Both the IRHEL and HEL polypeptides were capable of hydrolyzing [γ-³²P]ATP in a concentration-dependent fashion (Fig. 2A and B). In contrast, the IR-nHEL peptide lacks NTP hydrolysis motif II (Fig. 1) and failed to display ATPase activity (Fig. 2C). Additionally, the presence of a divalent cation was required for enzymatic activity, with Mg²⁺ functioning as the most efficient cofactor (Fig. 3). However, both Ca²⁺ and Mn²⁺ were able to replace Mg²⁺, though with a four- to sixfold reduction in efficiency (Fig. 3).

FIG. 3. — Effect of divalent cations on the ATPase activity of the 126- and 183-kDa helicase polypeptide IRHEL. Lane 1, activity in the absence of a cation; lanes 2 to 4, activity in the presence of 5 mM MgCl₂, MnCl₂, and CaCl₂, respectively. Assays were done in the presence of 200 ng of purified IRHEL polypeptide.

Helicase polypeptides bind RNA in an ATP-controlled fashion.

The ability of the HEL, IR-nHEL, and IRHEL polypeptides to bind RNA was examined by electrophoretic gel mobility shift assays. The RNA substrates included a 104-nt positive-strand segment of the TMV 3′ untranslated region (nt 6291 to 6395) either single stranded or partially hybridized to a cRNA oligomer (nt 6326 to 6355). Both HEL and IRHEL polypeptides bound the single-stranded as well as partially double-stranded RNA (Fig. 4A and B). As expected, the IR-nHEL peptide did not bind RNA since it lacks RNA binding motif VI (Fig. 4C). Additional RNA binding experiments using a single-stranded RNA substrate transcribed from a plasmid DNA template produced a similar level of HEL and IRHEL binding (data not shown). Thus, HEL and IRHEL polypeptides bind RNA in a non-sequence-specific manner.

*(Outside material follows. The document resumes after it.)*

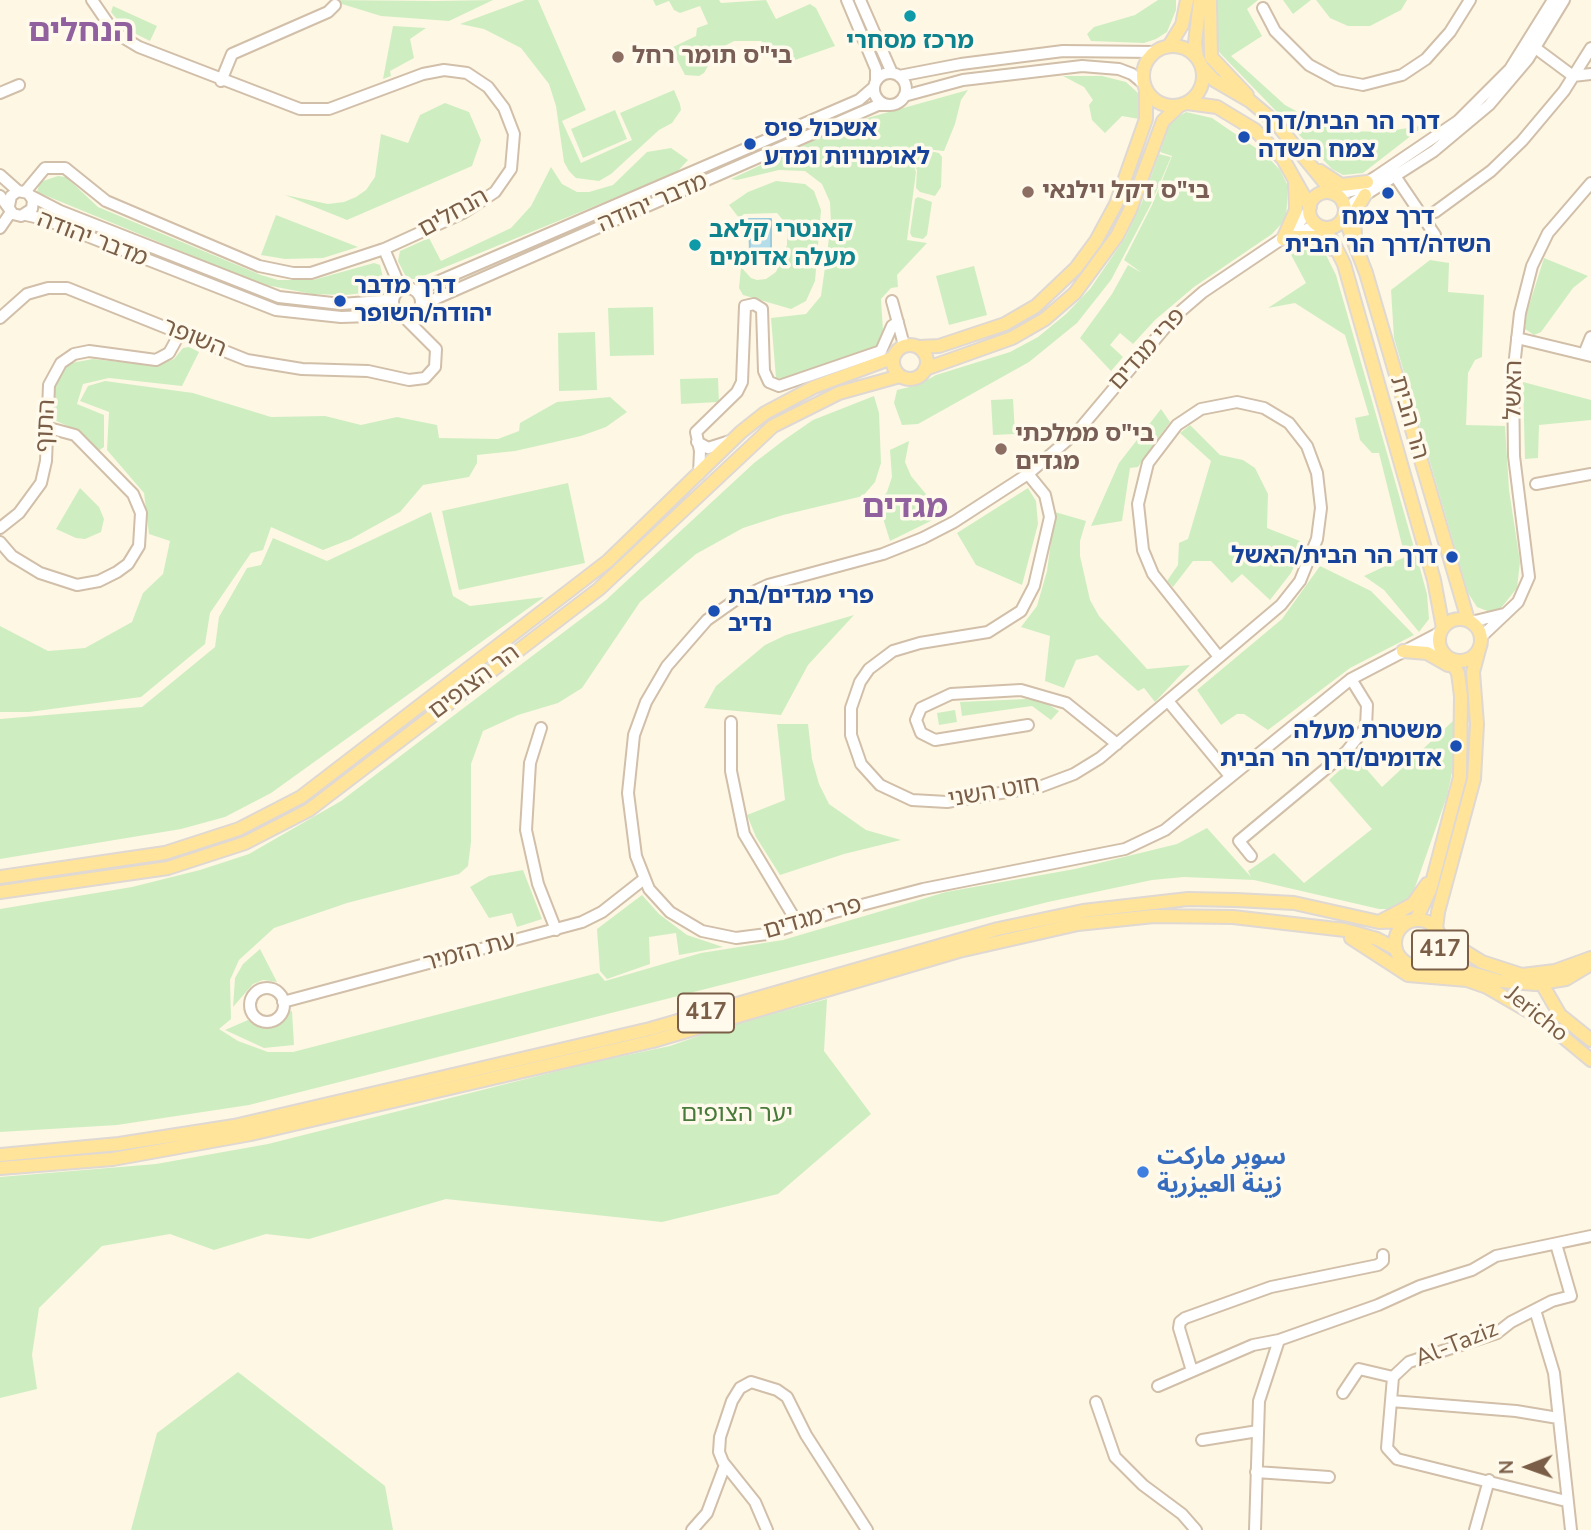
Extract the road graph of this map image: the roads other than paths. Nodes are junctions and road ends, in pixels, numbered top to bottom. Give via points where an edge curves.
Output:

FIG. 4. — RNA binding capabilities of the TMV HEL, IRHEL, and IR-nHEL polypeptides. Electrophoretic gel mobility shift assays using native PAGE were performed to demonstrate helicase polypeptide binding to single-stranded (A and C) and partially double-stranded (B) RNAs. Lanes in panels A and B: 1, ³²P-labeled single-stranded or double-stranded RNA substrate alone; 2, addition of 0.5 μg of HEL polypeptide; 3, addition of 0.5 μg of IRHEL polypeptide. Lanes in panel C: 1, ³²P-labeled single-stranded RNA substrate alone; 2, addition of 0.5 μg of IR-nHEL polypeptide; 3, addition of 0.5 μg of HEL polypeptide.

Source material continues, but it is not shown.